Mark Richey was leading one of the Torpedo Tube offwidth/chimneys on the rough granite of the Nautilus at Vedauwoo, Wyoming. Mark Wilford was belaying. Richey had run out of gear and started wingeing as he squirmed and scraped up the sharp, crystalline rock. "I could deck from here!" he grunted. Wilford replied, "Don't worry, you'll bleed to death before you hit the ground."


Thursday, March 02, 2006

Innovation in Outdoor Gear

There's an excellent article on Backpacking Light about the lack of innovation in outdoor equipment in recent years.
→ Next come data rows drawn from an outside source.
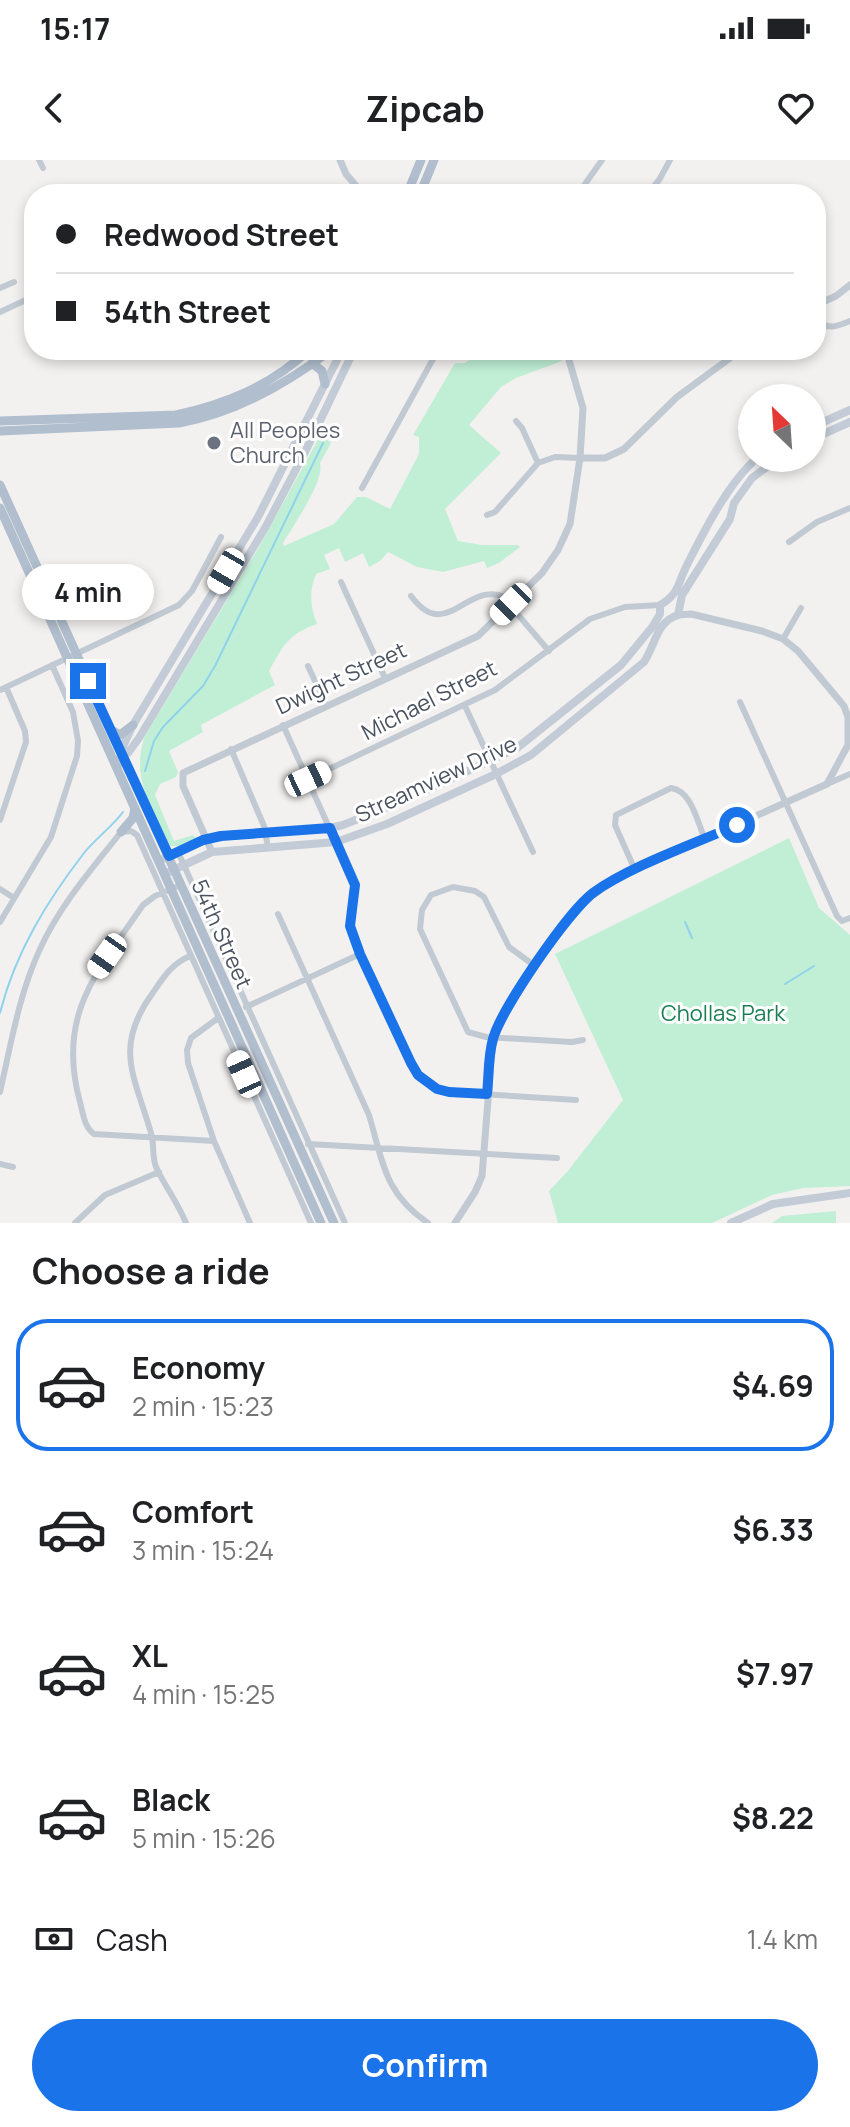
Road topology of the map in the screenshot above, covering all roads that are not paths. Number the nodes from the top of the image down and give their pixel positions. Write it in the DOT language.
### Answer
graph roads {
  1 [pos="39,160"];
  2 [pos="340,160"];
  3 [pos="421,160"];
  4 [pos="434,160"];
  5 [pos="602,160"];
  6 [pos="670,160"];
  7 [pos="43,168"];
  8 [pos="354,184"];
  9 [pos="411,184"];
  10 [pos="424,184"];
  11 [pos="585,184"];
  12 [pos="656,184"];
  13 [pos="14,282"];
  14 [pos="850,285"];
  15 [pos="0,287"];
  16 [pos="826,300"];
  17 [pos="24,301"];
  18 [pos="0,312"];
  19 [pos="850,321"];
  20 [pos="826,327"];
  21 [pos="297,360"];
  22 [pos="316,360"];
  23 [pos="337,360"];
  24 [pos="349,360"];
  25 [pos="432,360"];
  26 [pos="569,360"];
  27 [pos="727,360"];
  28 [pos="312,363"];
  29 [pos="325,384"];
  30 [pos="850,410"];
  31 [pos="0,421"];
  32 [pos="516,421"];
  33 [pos="826,421"];
  34 [pos="850,422"];
  35 [pos="0,431"];
  36 [pos="826,433"];
  37 [pos="580,458"];
  38 [pos="538,463"];
  39 [pos="744,472"];
  40 [pos="762,472"];
  41 [pos="0,485"];
  42 [pos="362,488"];
  43 [pos="0,508"];
  44 [pos="850,508"];
  45 [pos="487,515"];
  46 [pos="7,525"];
  47 [pos="23,537"];
  48 [pos="221,537"];
  49 [pos="789,542"];
  50 [pos="341,582"];
  51 [pos="411,596"];
  52 [pos="511,604"];
  53 [pos="679,608"];
  54 [pos="801,608"];
  55 [pos="663,610"];
  56 [pos="783,639"];
  57 [pos="549,651"];
  58 [pos="71,656"];
  59 [pos="52,665"];
  60 [pos="308,666"];
  61 [pos="385,678"];
  62 [pos="3,688"];
  63 [pos="740,702"];
  64 [pos="326,705"];
  65 [pos="465,706"];
  66 [pos="847,706"];
  67 [pos="133,725"];
  68 [pos="283,725"];
  69 [pos="110,729"];
  70 [pos="231,749"];
  71 [pos="121,754"];
  72 [pos="490,760"];
  73 [pos="117,769"];
  74 [pos="496,774"];
  75 [pos="850,774"];
  76 [pos="308,779"];
  77 [pos="827,784"];
  78 [pos="786,803"];
  79 [pos="135,808"];
  80 [pos="0,820"];
  81 [pos="330,828"];
  82 [pos="121,832"];
  83 [pos="266,832"];
  84 [pos="208,839"];
  85 [pos="705,839"];
  86 [pos="336,842"];
  87 [pos="268,847"];
  88 [pos="212,852"];
  89 [pos="533,852"];
  90 [pos="168,857"];
  91 [pos="174,869"];
  92 [pos="635,870"];
  93 [pos="0,889"];
  94 [pos="172,889"];
  95 [pos="14,898"];
  96 [pos="278,914"];
  97 [pos="850,918"];
  98 [pos="0,922"];
  99 [pos="360,954"];
  100 [pos="190,956"];
  101 [pos="535,966"];
  102 [pos="308,979"];
  103 [pos="246,1007"];
  104 [pos="218,1018"];
  105 [pos="493,1037"];
  106 [pos="583,1040"];
  107 [pos="0,1092"];
  108 [pos="487,1094"];
  109 [pos="576,1100"];
  110 [pos="153,1137"];
  111 [pos="214,1141"];
  112 [pos="308,1144"];
  113 [pos="376,1149"];
  114 [pos="483,1156"];
  115 [pos="557,1158"];
  116 [pos="0,1164"];
  117 [pos="13,1167"];
  118 [pos="159,1172"];
  119 [pos="850,1193"];
  120 [pos="75,1223"];
  121 [pos="185,1223"];
  122 [pos="250,1223"];
  123 [pos="311,1223"];
  124 [pos="321,1223"];
  125 [pos="334,1223"];
  126 [pos="345,1223"];
  127 [pos="428,1223"];
  128 [pos="455,1223"];
  129 [pos="731,1223"];
  1 -- 7 [label="street"];
  2 -- 8 [label="street"];
  3 -- 9 [label="main road"];
  4 -- 10 [label="main road"];
  5 -- 11 [label="street"];
  6 -- 12 [label="street"];
  13 -- 15 [label="street"];
  14 -- 16 [label="street"];
  17 -- 18 [label="street"];
  19 -- 20 [label="street"];
  21 -- 31 [label="main road"];
  22 -- 28 [label="main road"];
  23 -- 29 [label="main road"];
  24 -- 71 [label="main road"];
  25 -- 42 [label="street"];
  26 -- 37 [label="street, Dwight Street"];
  27 -- 37 [label="street"];
  28 -- 29 [label="main road"];
  28 -- 35 [label="main road"];
  29 -- 67 [label="main road"];
  30 -- 33 [label="main road"];
  32 -- 38 [label="street"];
  34 -- 36 [label="main road"];
  37 -- 38 [label="street"];
  37 -- 52 [label="street, Dwight Street"];
  38 -- 45 [label="street"];
  39 -- 55 [label="main road, Streamview Drive"];
  40 -- 53 [label="main road"];
  41 -- 47 [label="main road, 54th Street"];
  43 -- 46 [label="main road, 54th Street"];
  44 -- 49 [label="street"];
  46 -- 47 [label="main road"];
  46 -- 58 [label="main road, 54th Street"];
  47 -- 58 [label="main road, 54th Street"];
  48 -- 58 [label="street"];
  50 -- 61 [label="street"];
  51 -- 52 [label="street"];
  52 -- 57 [label="street"];
  52 -- 61 [label="street, Dwight Street"];
  53 -- 55 [label="main road"];
  53 -- 55 [label="main road"];
  53 -- 56 [label="street"];
  54 -- 56 [label="street"];
  55 -- 57 [label="street, Michael Street"];
  55 -- 72 [label="main road, Streamview Drive"];
  55 -- 74 [label="main road, Streamview Drive"];
  56 -- 66 [label="street"];
  57 -- 65 [label="street, Michael Street"];
  58 -- 59 [label="street"];
  58 -- 69 [label="main road, 54th Street"];
  58 -- 73 [label="main road, 54th Street"];
  59 -- 62 [label="street"];
  59 -- 95 [label="street"];
  60 -- 64 [label="street"];
  61 -- 64 [label="street, Dwight Street"];
  62 -- 80 [label="street"];
  63 -- 78 [label="street"];
  64 -- 68 [label="street, Dwight Street"];
  65 -- 72 [label="street"];
  65 -- 76 [label="street, Michael Street"];
  66 -- 77 [label="street"];
  67 -- 69 [label="main road"];
  67 -- 71 [label="main road"];
  68 -- 70 [label="street, Dwight Street"];
  68 -- 76 [label="street"];
  69 -- 71 [label="main road, 54th Street"];
  70 -- 83 [label="street"];
  70 -- 84 [label="street, Dwight Street"];
  71 -- 73 [label="main road"];
  71 -- 90 [label="main road, 54th Street"];
  72 -- 74 [label="street"];
  72 -- 81 [label="main road, Streamview Drive"];
  73 -- 79 [label="main road, 54th Street"];
  74 -- 86 [label="main road, Streamview Drive"];
  74 -- 89 [label="street"];
  75 -- 77 [label="street"];
  76 -- 81 [label="street"];
  77 -- 78 [label="street"];
  78 -- 85 [label="street"];
  78 -- 97 [label="street"];
  79 -- 82 [label="main road"];
  79 -- 90 [label="main road, 54th Street"];
  81 -- 83 [label="main road, Streamview Drive"];
  81 -- 86 [label="street"];
  82 -- 94 [label="street"];
  82 -- 107 [label="street"];
  83 -- 84 [label="main road, Streamview Drive"];
  83 -- 87 [label="street"];
  84 -- 88 [label="street"];
  84 -- 90 [label="main road, Streamview Drive"];
  85 -- 92 [label="street"];
  85 -- 92 [label="street"];
  86 -- 87 [label="main road, Streamview Drive"];
  86 -- 99 [label="street"];
  87 -- 88 [label="main road, Streamview Drive"];
  88 -- 91 [label="main road, Streamview Drive"];
  90 -- 91 [label="main road, 54th Street"];
  90 -- 91 [label="street"];
  91 -- 94 [label="main road, 54th Street"];
  91 -- 103 [label="street"];
  92 -- 101 [label="street"];
  93 -- 95 [label="street"];
  94 -- 100 [label="street"];
  94 -- 110 [label="street"];
  94 -- 124 [label="main road, 54th Street"];
  94 -- 125 [label="main road, 54th Street"];
  95 -- 98 [label="street"];
  96 -- 102 [label="street"];
  99 -- 102 [label="street"];
  99 -- 108 [label="street"];
  100 -- 104 [label="street"];
  100 -- 110 [label="street"];
  101 -- 105 [label="street"];
  101 -- 105 [label="street"];
  102 -- 103 [label="street"];
  102 -- 113 [label="street"];
  103 -- 112 [label="street"];
  104 -- 111 [label="street"];
  104 -- 123 [label="street"];
  105 -- 106 [label="street"];
  105 -- 108 [label="street"];
  108 -- 109 [label="street"];
  108 -- 114 [label="street"];
  110 -- 111 [label="street"];
  110 -- 118 [label="street"];
  111 -- 122 [label="street"];
  112 -- 113 [label="street"];
  112 -- 126 [label="street"];
  113 -- 114 [label="street"];
  113 -- 127 [label="street"];
  114 -- 115 [label="street"];
  114 -- 128 [label="street"];
  116 -- 117 [label="street"];
  118 -- 120 [label="street"];
  118 -- 121 [label="street"];
  119 -- 129 [label="main road"];
}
The site's editor, Ryan Jordan, writes, "I've come to realize after reviewing hundreds of new products every year that the true test for innovation is simple: the product (or technology) serves more functions better with fewer sacrifices than the products or technologies it intends to replace." He argues, for example, that tube-based hydration systems don't make the grade, nor do soft-shell garments, because each comes with its own set of sacrifices that causes it to fall short of true innovation, compared with the product it's designed to replace. Jordan cites some truly innovative products, such as the superlight Alpacka rafts, along with some that seem to me not so groundbreaking. Finally, in the most interesting part of his story, Jordan and his contributors craft a long list of innovations the outdoor industry has failed to deliver—a fascinating wish list.
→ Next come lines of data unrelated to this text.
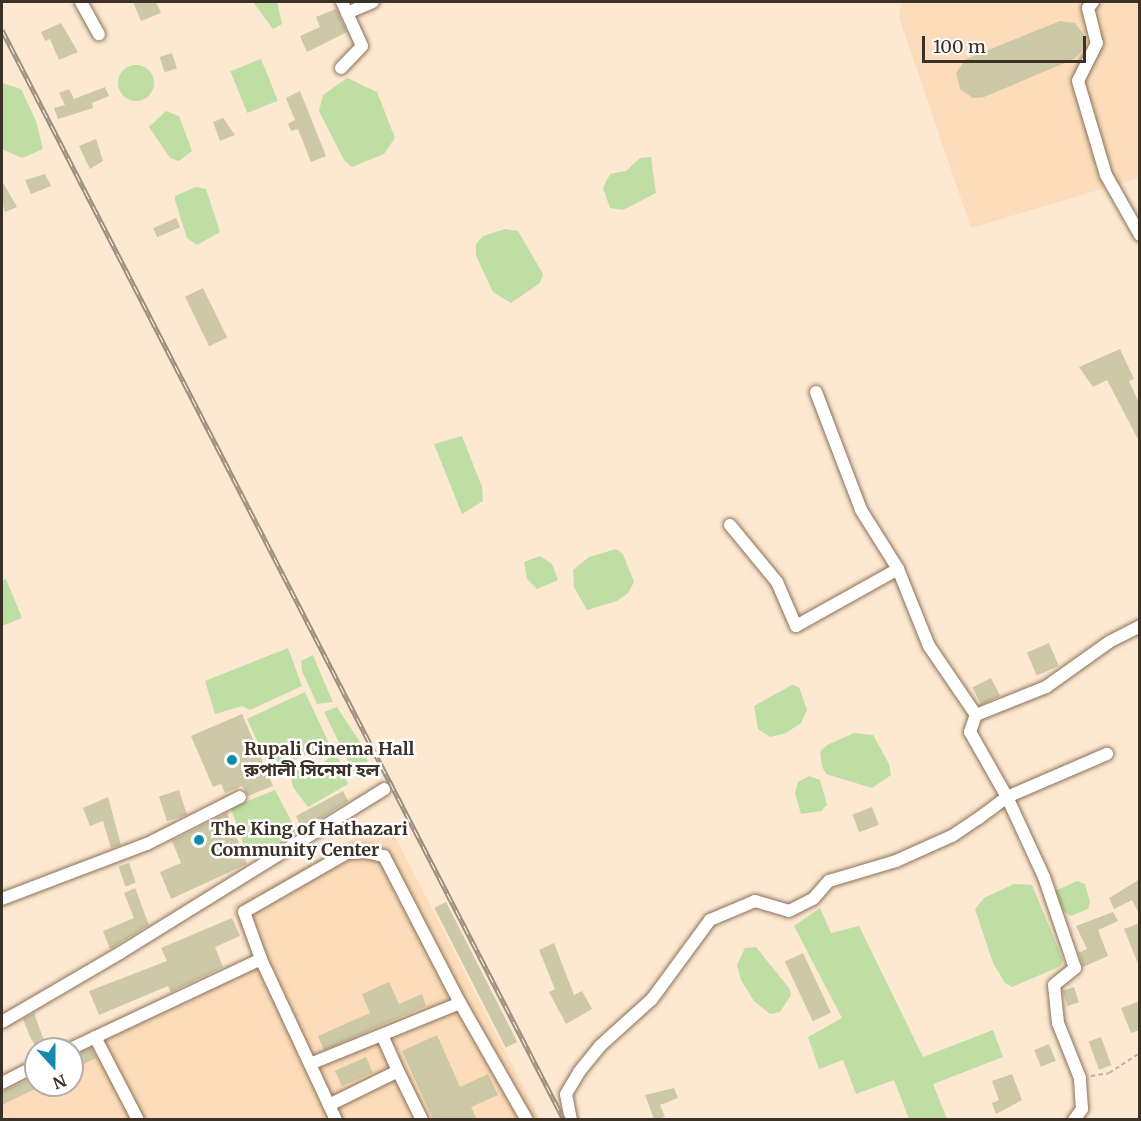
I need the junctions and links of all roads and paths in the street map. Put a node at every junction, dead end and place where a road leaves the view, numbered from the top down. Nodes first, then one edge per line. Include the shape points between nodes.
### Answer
1 (81, 2) edge
2 (373, 2) edge
3 (1093, 2) edge
4 (345, 7) edge
5 (99, 34) dead end
6 (341, 68) dead end
7 (1140, 235) edge
8 (816, 392) dead end
9 (730, 525) dead end
10 (898, 569) junction
11 (1140, 626) edge
12 (976, 715) junction
13 (1107, 754) dead end
14 (384, 789) dead end
15 (240, 797) dead end
16 (1007, 797) junction
17 (2, 899) edge
18 (261, 959) junction
19 (460, 1003) junction
20 (2, 1022) edge
21 (382, 1035) junction
22 (95, 1037) junction
23 (84, 1042) edge
24 (1140, 1053) edge
25 (310, 1064) junction
26 (398, 1071) junction
27 (24, 1072) edge
28 (1080, 1078) junction
29 (2, 1083) edge
30 (329, 1105) junction
31 (138, 1119) edge
32 (336, 1119) edge
33 (422, 1119) edge
34 (527, 1119) edge
35 (571, 1119) edge
36 (1074, 1119) edge

1 - 5 street
2 - 4 street
3 - 7 street via 1088,8 1097,43 1078,81 1096,146
4 - 6 street via 362,46
8 - 10 street via 861,510
9 - 10 street via 777,582 796,626
10 - 12 street via 929,646
11 - 12 street via 1109,642 1046,687
12 - 16 street via 970,732
13 - 16 street
14 - 20 street
15 - 17 street via 147,844
16 - 28 street via 1044,876 1075,968 1054,985 1058,1023
16 - 35 street via 952,836 896,861 829,881 813,898 789,911 755,901 710,920 652,999 600,1046 579,1072 566,1094
18 - 19 street via 244,912 347,853 366,852 384,856
18 - 22 street
18 - 25 street
19 - 21 street
19 - 34 street
21 - 25 street
21 - 26 street
22 - 23 street
22 - 31 street
24 - 28 path via 1109,1072
25 - 30 street
26 - 30 street
26 - 33 street
27 - 29 street
28 - 36 street via 1082,1109
30 - 32 street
Get Outdoors rants that most innovation in outdoor gear is irrelevant—that it's all about driving fractional gains in market share, with the counterproductive result that equipment seems too complicated and makes outdoor sports seem harder and more inaccessible ("extreme") than they actually are. But what about modern ice-climbing gear, which is so easy to use that huge numbers of climbers have been lured to the sport? What about shaped skis and lightweight alpine-touring gear? Or suspension systems on mountain bikes? Initially such developments seem like the overcomplicated and overhyped product of the industry's marketing arm, designed to prematurely obsolesce your quiver of equipment. Hell, I resisted sticky-rubber climbing shoes for a while. ("Just a fad.") It's true, as Backpacking Light argues, that most "innovations" today do nothing to advance the sports. But once in a while a true breakthrough not only allows the best skiers, climbers, paddlers, etc., to push a little higher and harder, but also makes getting outdoors more fun for the rest of us.

My dream product? Lightweight and efficient systems to actively (probably electrically) warm gloves, core garments and sleeping bags. Nothing developed yet has come close to meeting Backpacking Light's standard for innovation ("serves more functions better with fewer sacrifices than the products or technologies it intends to replace"), to say nothing of reasonable price. All it would take is about 10 degrees of added heat to make an ice-climbing glove that would eliminate the screaming barfies forever. Now that's an innovation I would celebrate!


Wednesday, March 01, 2006

Alpine Wisdom

"Go slow—we're in a hurry." John Harlin just passed on this great saying, which he picked up from the German climber Nico Mailander. Essentially it's "Haste makes waste." So true in the mountains, where shortcuts or carelessness often results in problems, usually just as the wind is rising and graupel is starting to pelt from the sky: a sloppy rappel setup leads to stuck ropes; leaving off the crampons for that easy snow patch leads to sketchy and time-consuming moves over ice; skipping a chance to rehydrate leads to the inevitable bonk. Great mountaineers consistently take care of the little things—they slow down when they're in a hurry.